Em junho de 2024 o Governo Federal anunciou um investimento de R$ 1,6 bilhão no audiovisual, incluindo o fomento à produção e um acordo com o Ministério Público Federal para garantir as atividades da Cinemateca Brasileira. Embora represente um avanço em relação à gestão anterior, essa medida ainda precisa de tempo para mostrar seus impactos e não aborda questões fundamentais, como a descentralização. Como destaca Luiz Nazário, descentralizar a preservação não só melhora as condições de conservação, mas também valoriza os cinemas regionais e amplia o acesso às obras.

Diferente das películas de Limite (1931), feitas de nitrato, as memórias da minha família não correm risco de autocombustão. Mesmo assim o tempo é implacável, e temo que as gravações em VHS-C feitas pelo meu pai se deteriorem. Ainda assim, poder acessá-las é um privilégio. E assim deve ser com a memória de um país: disponível para qualquer um que queira revivê-la quando quiser — seja como documento histórico ou como obra de entretenimento.

Somente com cuidado, respeito e consistência garantiremos que as novas gerações tenham acesso às suas próprias memórias. Cosme Alves Neto dedicou sua vida a essa missão porque entendia que só é possível amar algo conhecendo-o. E com o cinema não é diferente. Afinal, como amar alguém sem conhecê-la? Como amar um país sem conhecê-lo?

REFERÊNCIAS

HEFFNER, Hernani. “Preservação”. Contracampo, n. 34, 2001. Disponível em: Preservação Audiovisual. Acesso em: 13 out. 2024.

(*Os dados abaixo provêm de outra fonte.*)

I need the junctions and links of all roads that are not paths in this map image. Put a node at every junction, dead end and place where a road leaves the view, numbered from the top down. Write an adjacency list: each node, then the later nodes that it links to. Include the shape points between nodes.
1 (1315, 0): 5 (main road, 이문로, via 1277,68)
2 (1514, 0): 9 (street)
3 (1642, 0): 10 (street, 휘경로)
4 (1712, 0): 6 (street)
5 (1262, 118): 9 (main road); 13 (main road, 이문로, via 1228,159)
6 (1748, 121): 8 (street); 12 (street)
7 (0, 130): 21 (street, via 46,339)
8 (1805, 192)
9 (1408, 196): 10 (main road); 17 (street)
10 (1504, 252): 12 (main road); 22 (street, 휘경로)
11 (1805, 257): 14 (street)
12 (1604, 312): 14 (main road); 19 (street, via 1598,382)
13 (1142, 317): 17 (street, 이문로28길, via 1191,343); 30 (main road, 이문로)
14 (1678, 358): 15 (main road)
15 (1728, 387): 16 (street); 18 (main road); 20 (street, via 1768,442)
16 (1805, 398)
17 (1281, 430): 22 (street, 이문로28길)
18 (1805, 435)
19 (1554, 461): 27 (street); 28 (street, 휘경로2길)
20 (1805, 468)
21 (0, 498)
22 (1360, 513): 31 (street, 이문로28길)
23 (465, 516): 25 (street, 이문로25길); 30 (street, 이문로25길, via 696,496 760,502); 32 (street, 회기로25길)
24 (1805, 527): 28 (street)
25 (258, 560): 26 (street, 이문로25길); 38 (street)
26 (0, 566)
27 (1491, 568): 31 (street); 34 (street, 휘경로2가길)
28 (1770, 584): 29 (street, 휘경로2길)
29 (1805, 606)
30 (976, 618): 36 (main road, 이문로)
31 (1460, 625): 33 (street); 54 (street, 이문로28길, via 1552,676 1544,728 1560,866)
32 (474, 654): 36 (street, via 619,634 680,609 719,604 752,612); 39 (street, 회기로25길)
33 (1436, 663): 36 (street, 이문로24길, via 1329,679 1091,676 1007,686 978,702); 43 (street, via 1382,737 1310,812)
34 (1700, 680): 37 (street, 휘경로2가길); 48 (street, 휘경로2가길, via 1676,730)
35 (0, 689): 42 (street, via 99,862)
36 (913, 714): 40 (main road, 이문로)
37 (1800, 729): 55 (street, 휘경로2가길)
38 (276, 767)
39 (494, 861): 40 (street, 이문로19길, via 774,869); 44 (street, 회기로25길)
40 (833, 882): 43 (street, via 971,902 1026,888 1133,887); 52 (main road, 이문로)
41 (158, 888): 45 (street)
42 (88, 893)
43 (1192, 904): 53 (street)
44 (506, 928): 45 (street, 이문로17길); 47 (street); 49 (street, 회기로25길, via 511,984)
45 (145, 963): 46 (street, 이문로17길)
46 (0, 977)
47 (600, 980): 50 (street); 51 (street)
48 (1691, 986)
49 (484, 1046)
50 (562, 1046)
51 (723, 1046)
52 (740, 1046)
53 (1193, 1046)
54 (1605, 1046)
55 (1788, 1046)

NAZÁRIO, Luiz. “O Buraco da Memória”. In: Diálogo entre Linguagens. VENEROSO, Maria do Carmo de Freitas; MELENDI, Maria Angélica (orgs.). Belo Horizonte: Editora C/ Arte; UFMG, Escola de Belas Artes, Programa de Pós-Graduação em Artes, 2009. p. 175–188.

MICHILES, Aurélio (dir.). Tudo por Amor ao Cinema (Filme, 90 min). Produção de André Montenegro e Rui Pires. Brasil: Aurora Filmes, Olhar Imaginário, Imagem Selvagem, 2015. Disponível em: YouTube. Acesso em: 13 out. 2024.

Fogo na Cinemateca: galpão tinha acervo de Glauber Rocha, equipamentos antigos e documentos sobre a história do cinema no Brasil. G1, São Paulo, 30 jul. 2021. Disponível em: G1. Acesso em: 13 out. 2024.

BRASIL. Ministério da Cultura. “No Dia do Cinema Brasileiro, MinC destaca ações para fortalecimento do setor audiovisual”. Agência Gov, Brasília, 19 jun. 2024. Disponível em: Agência Gov. Acesso em: 13 out. 2024.

Justiça Federal homologa acordo para preservação da Cinemateca. Exame, São Paulo, 21 jun. 2024. Disponível em: Exame. Acesso em: 13 out. 2024.

Cosme: por amor ao cinema. Taquiprati, 11 jan. 2021. Disponível em: Taquiprati. Acesso em: 13 fev. 2025.